▶ **Data excerpts**:

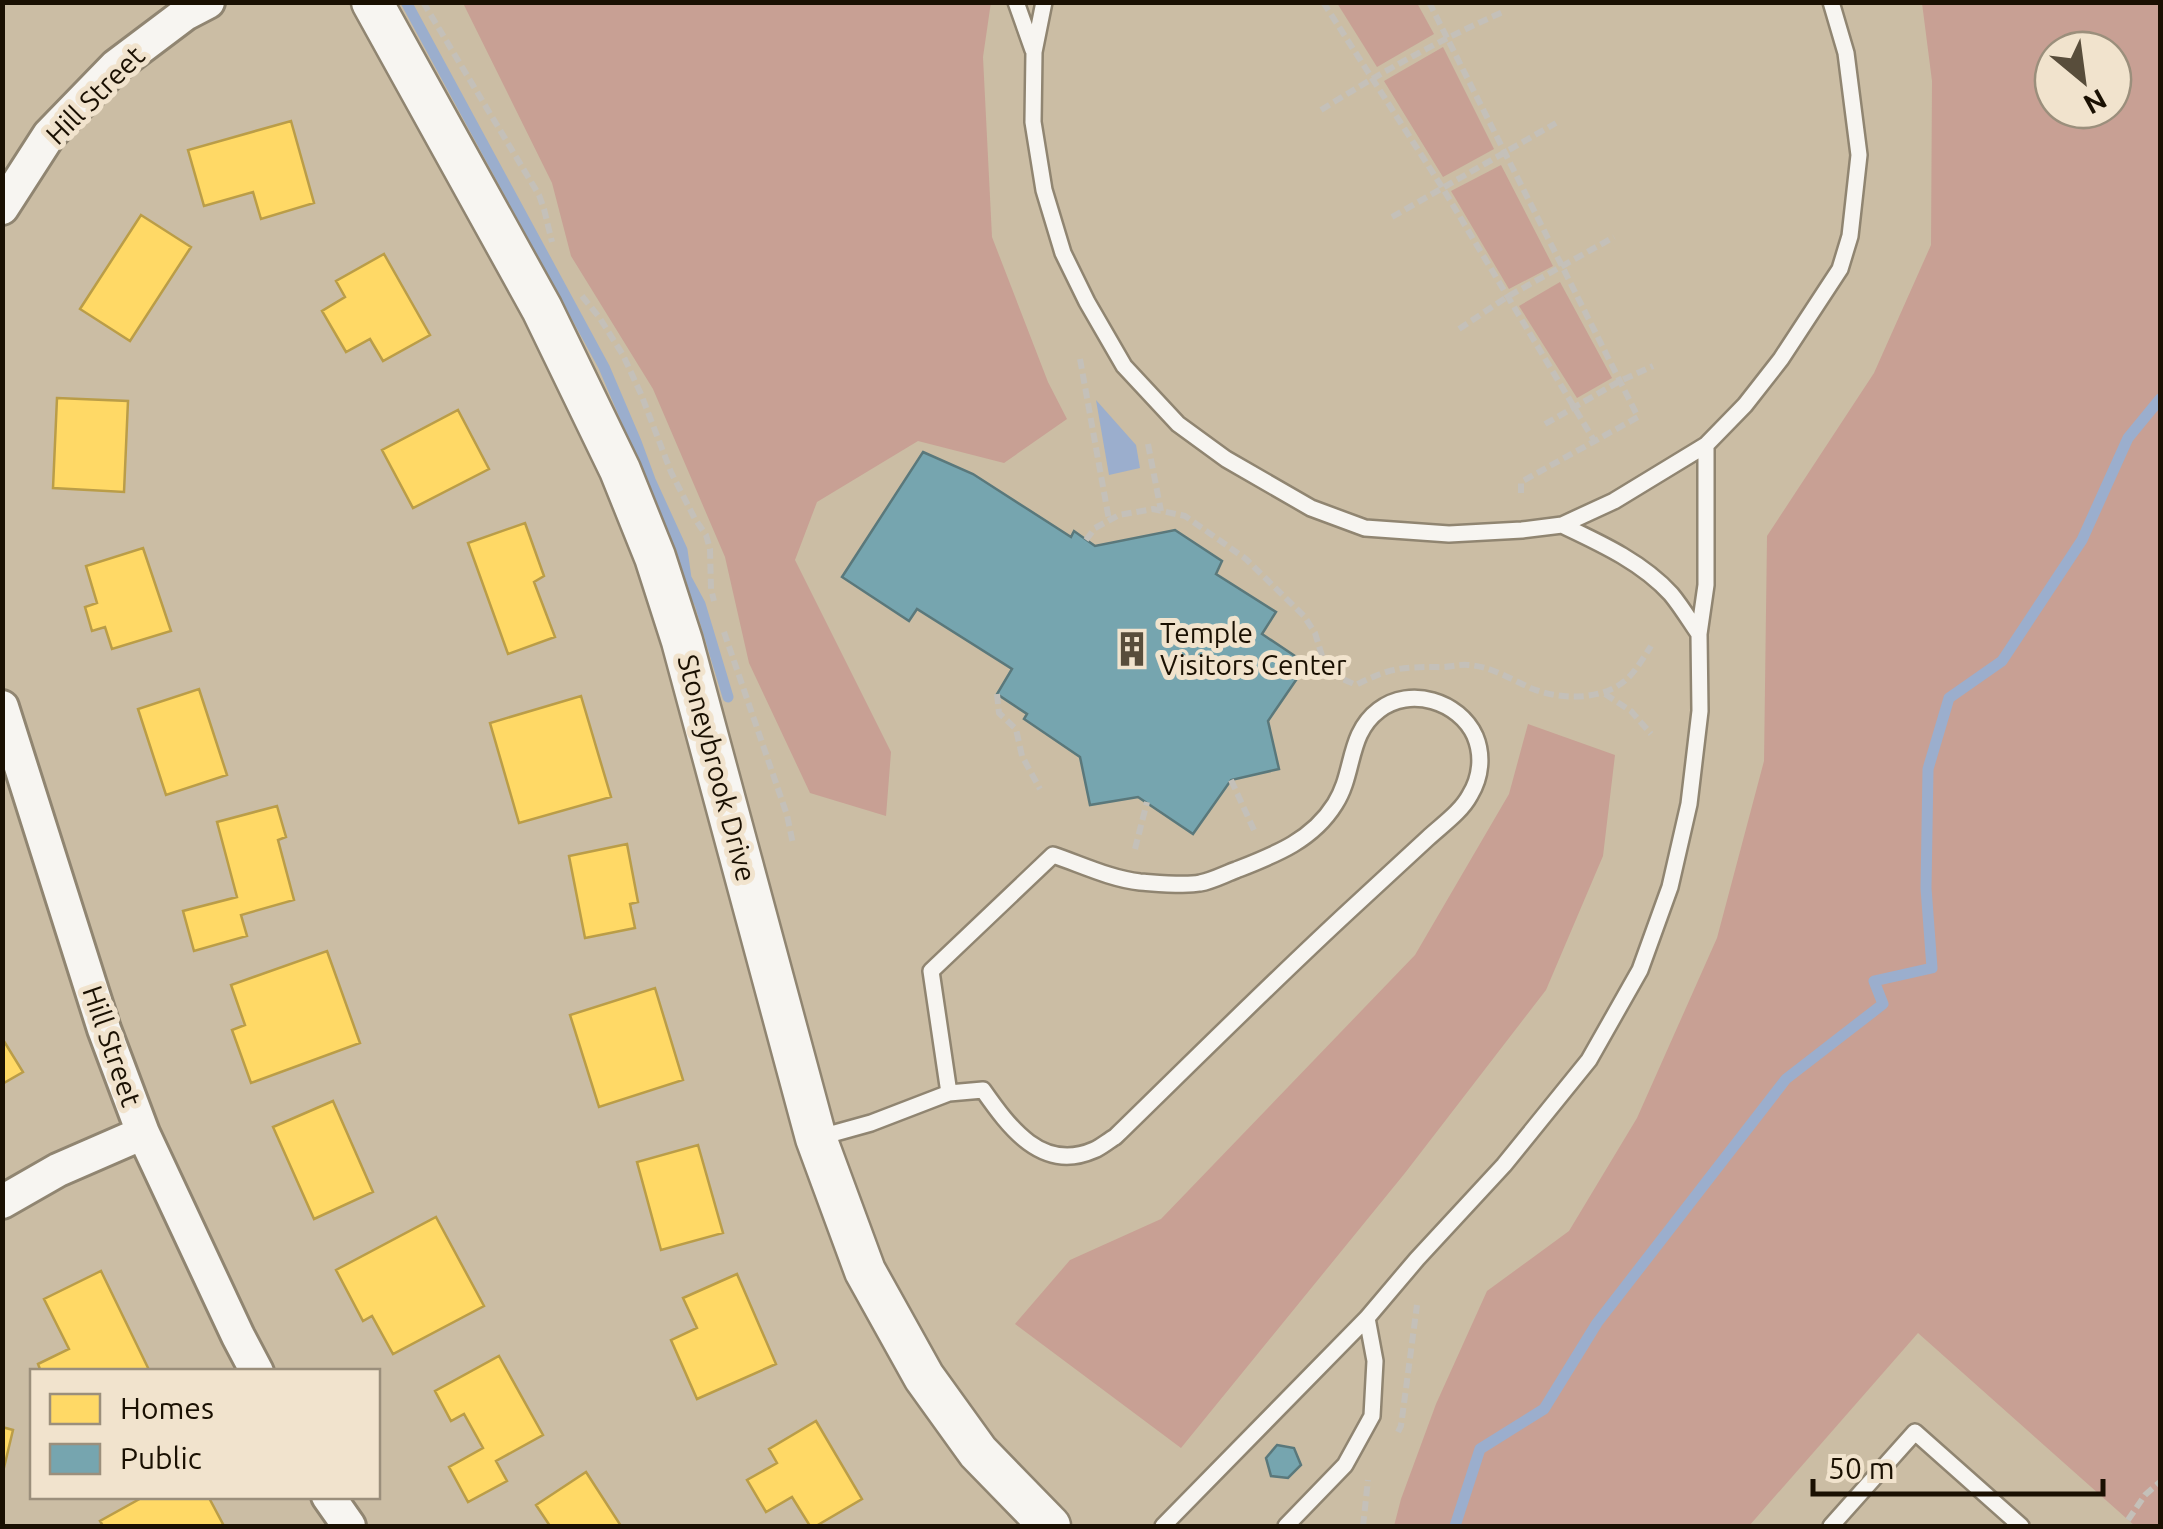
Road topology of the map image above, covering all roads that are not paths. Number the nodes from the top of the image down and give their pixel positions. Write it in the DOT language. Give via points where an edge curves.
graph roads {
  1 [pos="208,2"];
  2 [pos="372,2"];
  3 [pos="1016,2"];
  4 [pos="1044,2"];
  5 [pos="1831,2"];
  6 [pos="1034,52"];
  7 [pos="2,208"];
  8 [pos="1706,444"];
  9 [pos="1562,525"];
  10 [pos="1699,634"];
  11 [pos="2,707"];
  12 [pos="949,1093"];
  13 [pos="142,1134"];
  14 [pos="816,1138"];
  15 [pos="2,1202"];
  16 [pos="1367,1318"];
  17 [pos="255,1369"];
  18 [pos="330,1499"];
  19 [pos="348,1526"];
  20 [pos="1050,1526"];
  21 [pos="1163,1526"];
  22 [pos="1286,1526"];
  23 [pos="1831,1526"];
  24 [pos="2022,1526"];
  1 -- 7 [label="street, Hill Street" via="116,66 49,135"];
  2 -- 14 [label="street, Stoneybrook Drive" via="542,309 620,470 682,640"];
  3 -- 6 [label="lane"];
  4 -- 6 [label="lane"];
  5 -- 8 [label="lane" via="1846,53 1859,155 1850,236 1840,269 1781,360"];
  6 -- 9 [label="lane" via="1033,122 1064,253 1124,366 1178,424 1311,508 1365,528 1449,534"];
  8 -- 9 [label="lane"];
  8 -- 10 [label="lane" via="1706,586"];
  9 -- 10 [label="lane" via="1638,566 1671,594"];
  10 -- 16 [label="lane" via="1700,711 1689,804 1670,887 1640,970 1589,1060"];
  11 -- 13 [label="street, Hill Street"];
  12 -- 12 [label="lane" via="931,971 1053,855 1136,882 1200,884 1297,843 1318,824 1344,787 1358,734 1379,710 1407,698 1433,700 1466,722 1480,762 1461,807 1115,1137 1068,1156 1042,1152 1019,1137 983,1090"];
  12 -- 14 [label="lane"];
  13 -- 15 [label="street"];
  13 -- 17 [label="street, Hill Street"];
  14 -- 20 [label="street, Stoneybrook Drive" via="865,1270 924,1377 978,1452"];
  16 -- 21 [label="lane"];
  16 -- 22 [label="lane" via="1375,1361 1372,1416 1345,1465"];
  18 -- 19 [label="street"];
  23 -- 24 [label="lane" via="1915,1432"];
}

▶ **Your goal**: An exact copy of all the entries is required, and it must contain no pictures.

▶ **Completed task**:
Road topology of the map image above, covering all roads that are not paths. Number the nodes from the top of the image down and give their pixel positions. Write it in the DOT language. Give via points where an edge curves.
graph roads {
  1 [pos="208,2"];
  2 [pos="372,2"];
  3 [pos="1016,2"];
  4 [pos="1044,2"];
  5 [pos="1831,2"];
  6 [pos="1034,52"];
  7 [pos="2,208"];
  8 [pos="1706,444"];
  9 [pos="1562,525"];
  10 [pos="1699,634"];
  11 [pos="2,707"];
  12 [pos="949,1093"];
  13 [pos="142,1134"];
  14 [pos="816,1138"];
  15 [pos="2,1202"];
  16 [pos="1367,1318"];
  17 [pos="255,1369"];
  18 [pos="330,1499"];
  19 [pos="348,1526"];
  20 [pos="1050,1526"];
  21 [pos="1163,1526"];
  22 [pos="1286,1526"];
  23 [pos="1831,1526"];
  24 [pos="2022,1526"];
  1 -- 7 [label="street, Hill Street" via="116,66 49,135"];
  2 -- 14 [label="street, Stoneybrook Drive" via="542,309 620,470 682,640"];
  3 -- 6 [label="lane"];
  4 -- 6 [label="lane"];
  5 -- 8 [label="lane" via="1846,53 1859,155 1850,236 1840,269 1781,360"];
  6 -- 9 [label="lane" via="1033,122 1064,253 1124,366 1178,424 1311,508 1365,528 1449,534"];
  8 -- 9 [label="lane"];
  8 -- 10 [label="lane" via="1706,586"];
  9 -- 10 [label="lane" via="1638,566 1671,594"];
  10 -- 16 [label="lane" via="1700,711 1689,804 1670,887 1640,970 1589,1060"];
  11 -- 13 [label="street, Hill Street"];
  12 -- 12 [label="lane" via="931,971 1053,855 1136,882 1200,884 1297,843 1318,824 1344,787 1358,734 1379,710 1407,698 1433,700 1466,722 1480,762 1461,807 1115,1137 1068,1156 1042,1152 1019,1137 983,1090"];
  12 -- 14 [label="lane"];
  13 -- 15 [label="street"];
  13 -- 17 [label="street, Hill Street"];
  14 -- 20 [label="street, Stoneybrook Drive" via="865,1270 924,1377 978,1452"];
  16 -- 21 [label="lane"];
  16 -- 22 [label="lane" via="1375,1361 1372,1416 1345,1465"];
  18 -- 19 [label="street"];
  23 -- 24 [label="lane" via="1915,1432"];
}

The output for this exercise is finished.